Anyone using unbalanced cables? Im getting quite a bit of excess noise (sounds like computer sounds...digital noises like when I move my mouse or click something) and was HOPING its just the unbalanced cables.

THANKS!!


----------



## mechman (Feb 8, 2007)

It sounds to me like it may be the unbalanced cables. :huh:


----------



## jlird808 (Nov 2, 2010)

Sure was! Swapped em out yesterday 

I do hear a lil noise still and wonder if Im gonna keep this BFD. I use mine for full range purposes, running right before Yamaha HS80m studio monitors.


----------



## Glimmie (Apr 26, 2012)

Balanced cable are only a benefit if BOTH ends are connected to a balanced device.

Running an XLR cable with an RCA adaptor on it's end is the same as running an RCA cable with an XLR adaptor on the end.

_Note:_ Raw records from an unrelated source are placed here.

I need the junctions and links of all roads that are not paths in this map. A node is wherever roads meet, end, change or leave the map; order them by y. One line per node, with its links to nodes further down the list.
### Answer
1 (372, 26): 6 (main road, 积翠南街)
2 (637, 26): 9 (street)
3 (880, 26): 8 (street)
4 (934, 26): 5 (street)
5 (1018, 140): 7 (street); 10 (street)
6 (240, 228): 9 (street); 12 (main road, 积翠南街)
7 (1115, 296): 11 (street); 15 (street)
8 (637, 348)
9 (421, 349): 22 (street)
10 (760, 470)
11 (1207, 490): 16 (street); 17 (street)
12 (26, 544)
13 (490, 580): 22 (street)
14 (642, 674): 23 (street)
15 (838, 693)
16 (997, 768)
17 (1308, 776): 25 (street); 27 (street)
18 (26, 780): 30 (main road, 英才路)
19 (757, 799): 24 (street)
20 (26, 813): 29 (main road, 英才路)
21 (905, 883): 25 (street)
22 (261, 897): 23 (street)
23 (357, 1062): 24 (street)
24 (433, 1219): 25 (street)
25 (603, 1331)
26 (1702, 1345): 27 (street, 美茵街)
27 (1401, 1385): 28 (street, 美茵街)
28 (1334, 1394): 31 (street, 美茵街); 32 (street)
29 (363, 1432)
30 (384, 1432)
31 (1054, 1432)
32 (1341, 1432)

Also beware that some DJ "pro" audio gear may have XLR and 1/4 phone connectors yet still be an unbalanced circuit. Case in point the DBX120A bass synthesizer. This has a "balanced" 1/4 TRS output jack yet it is not a balanced drive circuit. I confirmed this on the schematic after my unit didn't act like a balanced unit in terms of hum performance driving a long cable to the sub.


----------